I think stand-up comedy is mostly useless garbage, but I respect that this is unfinished work still trying to find its heartbeat.
Also, while I think that Louis CK owes an apology to the women he drafted to play a part in his fetish (Louis, I have a couple of weird fetishes, too, but YOU GOTTA GET CONSENT, MAN), he doesn’t owe me an apology. He probably doesn’t owe you an apology, either.
And on this leaked Louis CK set, I don’t hear a guy who’s angling for an “alt-right” audience, as his detractors seem to think. I also don’t hear a guy who believes that these jokes are going to be the ones that bring him back.
I hear a broken man.
His goose is cooked and he knows it. Does he know that it’s his own fault? I can’t tell. That might be something that he needs to work on for this set in progress. (He, like me, probably doesn’t think that the comedy stage is the place for apologies.)

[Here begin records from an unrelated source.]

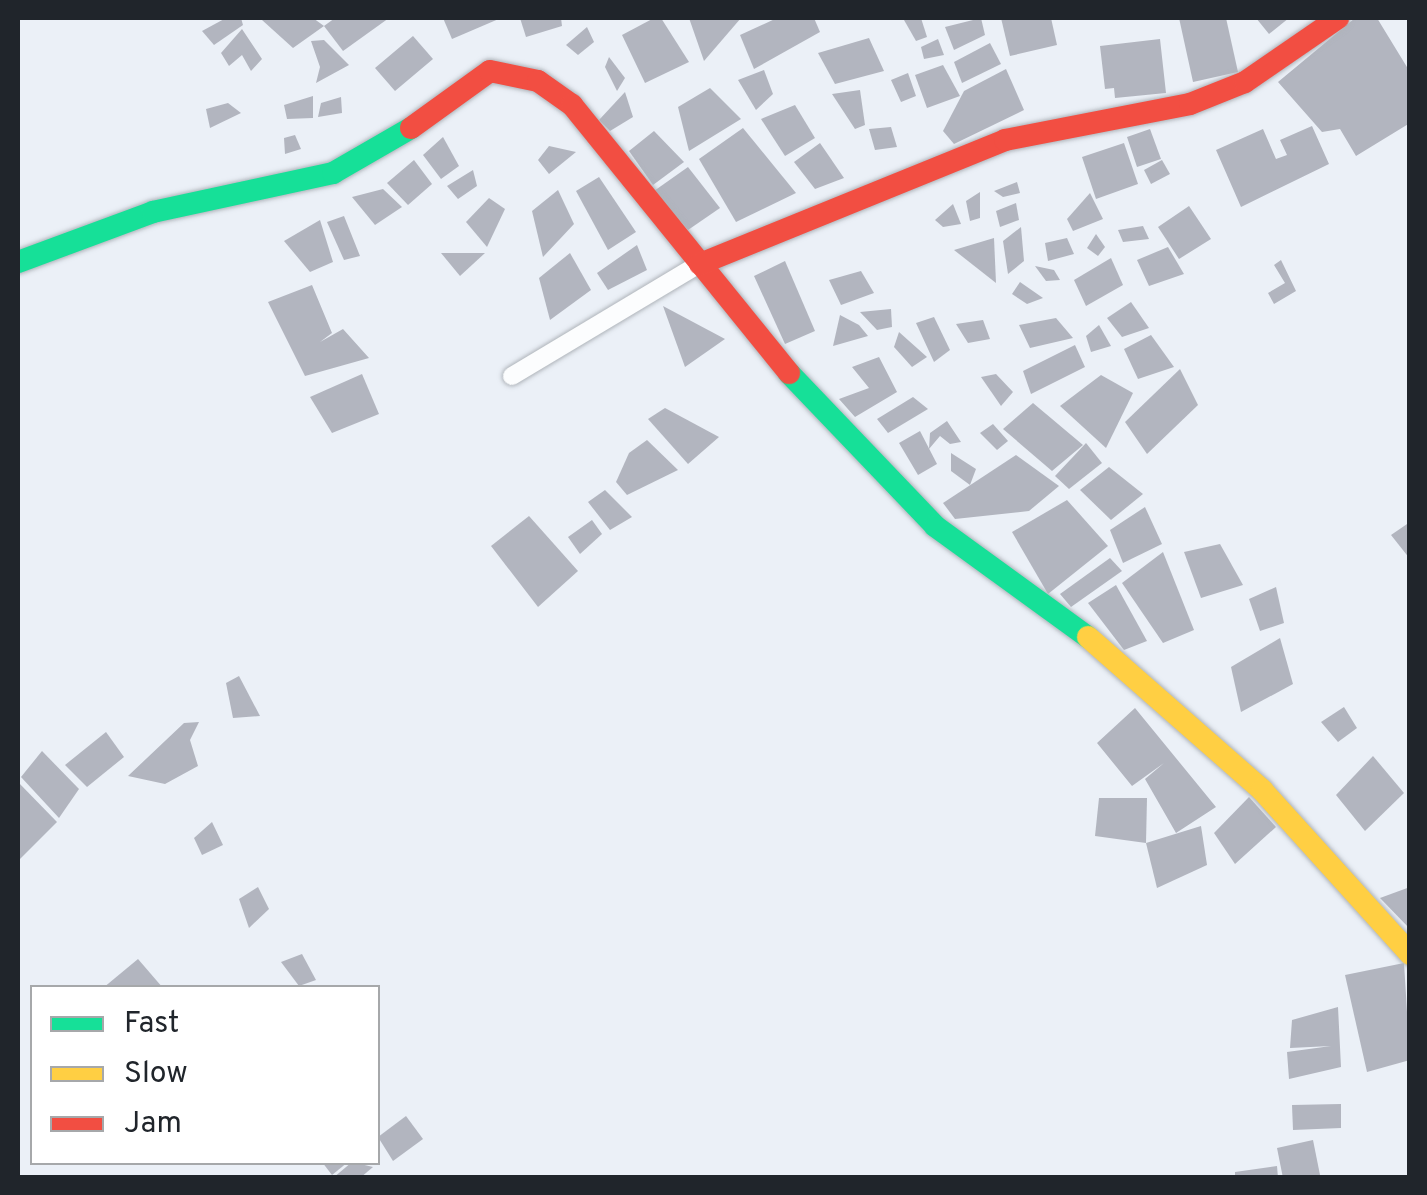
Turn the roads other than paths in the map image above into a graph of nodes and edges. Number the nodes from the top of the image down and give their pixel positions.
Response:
1 (1338, 18) edge
2 (18, 262) edge
3 (700, 264) junction
4 (512, 376) dead end
5 (1410, 954) edge

1 - 3 street
2 - 3 street
3 - 4 lane
3 - 5 street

He’s not trying to resurrect his bigtime comedy career. That’s a lost cause. What I think he’s doing is getting back into the groove as a creative person. Louis CK used to be all over the place. He was touring as a stand-up comic while at the same time writing and directing a TV series and eventually a movie that still hasn’t been released. He was creating at a steady clip and people were listening.
And I think that–that one raw little thing–is what he’s after. He’s not re-building a mansion. He’s planning only a modest house and this set is nothing more than a pile of wood and maybe not enough nails. He’s still figuring it out.

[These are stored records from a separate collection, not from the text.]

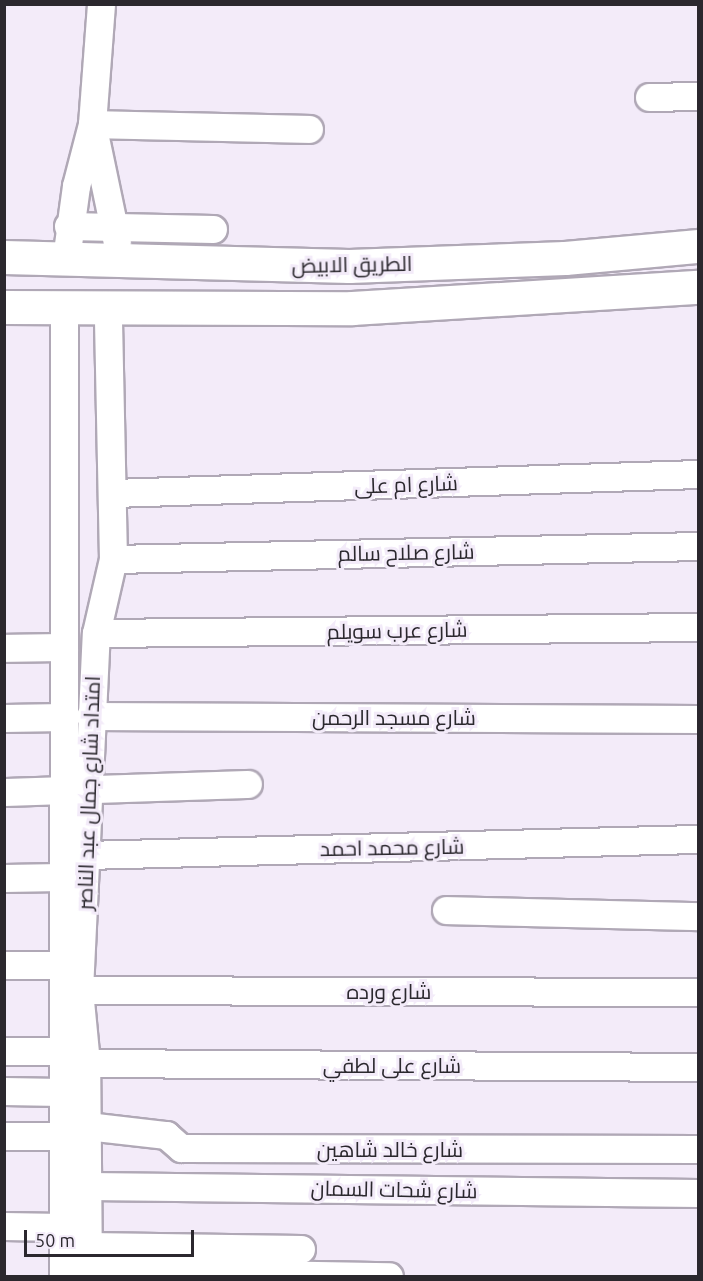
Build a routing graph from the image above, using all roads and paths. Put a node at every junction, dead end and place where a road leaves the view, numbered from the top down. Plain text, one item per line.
1 (101, 4) edge
2 (699, 96) edge
3 (650, 97) dead end
4 (92, 124) junction
5 (309, 129) dead end
6 (68, 226) junction
7 (115, 228) junction
8 (213, 229) dead end
9 (699, 246) edge
10 (4, 257) edge
11 (66, 259) junction
12 (119, 261) junction
13 (699, 287) edge
14 (4, 307) edge
15 (64, 309) junction
16 (108, 310) junction
17 (699, 474) edge
18 (114, 493) junction
19 (699, 546) edge
20 (112, 559) junction
21 (699, 627) edge
22 (96, 633) junction
23 (63, 647) junction
24 (4, 648) edge
25 (90, 716) junction
26 (63, 717) junction
27 (4, 718) edge
28 (699, 719) edge
29 (248, 784) dead end
30 (75, 790) junction
31 (4, 792) edge
32 (699, 839) edge
33 (85, 855) junction
34 (61, 877) junction
35 (4, 878) edge
36 (446, 910) dead end
37 (699, 916) edge
38 (4, 965) edge
39 (60, 965) junction
40 (79, 990) junction
41 (699, 993) edge
42 (4, 1051) edge
43 (61, 1051) junction
44 (86, 1063) junction
45 (699, 1067) edge
46 (4, 1091) edge
47 (61, 1092) junction
48 (87, 1126) junction
49 (4, 1136) edge
50 (61, 1136) junction
51 (699, 1149) edge
52 (89, 1186) junction
53 (699, 1193) edge
54 (4, 1226) edge
55 (62, 1227) junction
56 (301, 1249) dead end
57 (82, 1268) edge
58 (389, 1276) edge

1 - 4 street
2 - 3 street
4 - 5 street
4 - 6 street
4 - 7 street
6 - 7 street
6 - 11 street
7 - 8 street
7 - 12 street
9 - 12 main road, الطريق الابيض
10 - 11 main road, الطريق الابيض
11 - 12 main road, الطريق الابيض
13 - 16 main road, الطريق الابيض
14 - 15 main road, الطريق الابيض
15 - 16 main road, الطريق الابيض
15 - 23 street, امتداد شارع جمال عبد الناصر
16 - 18 street, امتداد شارع جمال عبد الناصر
17 - 18 street, شارع ام على
18 - 20 street, امتداد شارع جمال عبد الناصر
19 - 20 street, شارع صلاح سالم
20 - 22 street, امتداد شارع جمال عبد الناصر
21 - 22 street, شارع عرب سويلم
22 - 25 street, امتداد شارع جمال عبد الناصر
23 - 24 street
23 - 26 street, امتداد شارع جمال عبد الناصر
25 - 28 street, شارع مسجد الرحمن
25 - 30 street, امتداد شارع جمال عبد الناصر
26 - 27 street
26 - 30 street, امتداد شارع جمال عبد الناصر
29 - 30 street
30 - 31 street
30 - 33 street, امتداد شارع جمال عبد الناصر
30 - 34 street, امتداد شارع جمال عبد الناصر
32 - 33 street, شارع محمد احمد
33 - 40 street, امتداد شارع جمال عبد الناصر
34 - 35 street
34 - 39 street, امتداد شارع جمال عبد الناصر
36 - 37 street
38 - 39 street
39 - 43 street, امتداد شارع جمال عبد الناصر
40 - 41 street, شارع ورده
40 - 44 street, امتداد شارع جمال عبد الناصر
42 - 43 street
43 - 47 street, امتداد شارع جمال عبد الناصر
44 - 45 street, شارع على لطفي
44 - 48 street, امتداد شارع جمال عبد الناصر
46 - 47 street
47 - 50 street, امتداد شارع جمال عبد الناصر
48 - 51 street, شارع خالد شاهين
48 - 52 street, امتداد شارع جمال عبد الناصر
49 - 50 street
50 - 55 street, امتداد شارع جمال عبد الناصر
52 - 53 street, شارع شحات السمان
52 - 57 street, امتداد شارع جمال عبد الناصر
54 - 55 street
55 - 57 street, امتداد شارع جمال عبد الناصر
56 - 57 street
57 - 58 street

His gender pronouns rant? Yeah, it needs something.
HIs school shooting bit? Yeesh, there’s hardly even a joke there. It’s little more than an extension of his rant about the younger generation, as well as an ill-thought attempt to fit his misanthropy onto the idea of innocent, dead children. It’s like trying to take the tiny top to your water bottle and fit it onto the top of your wide pickle jar. It just doesn’t work. You need an alternate plan.
There are some good moments, though. His closing movie idea is hilariously fucked-up. It’s the kind of freak show that I’d watch in a second.
In more ways in one, that kinda thing might be why I’m still paying attention to Louis CK.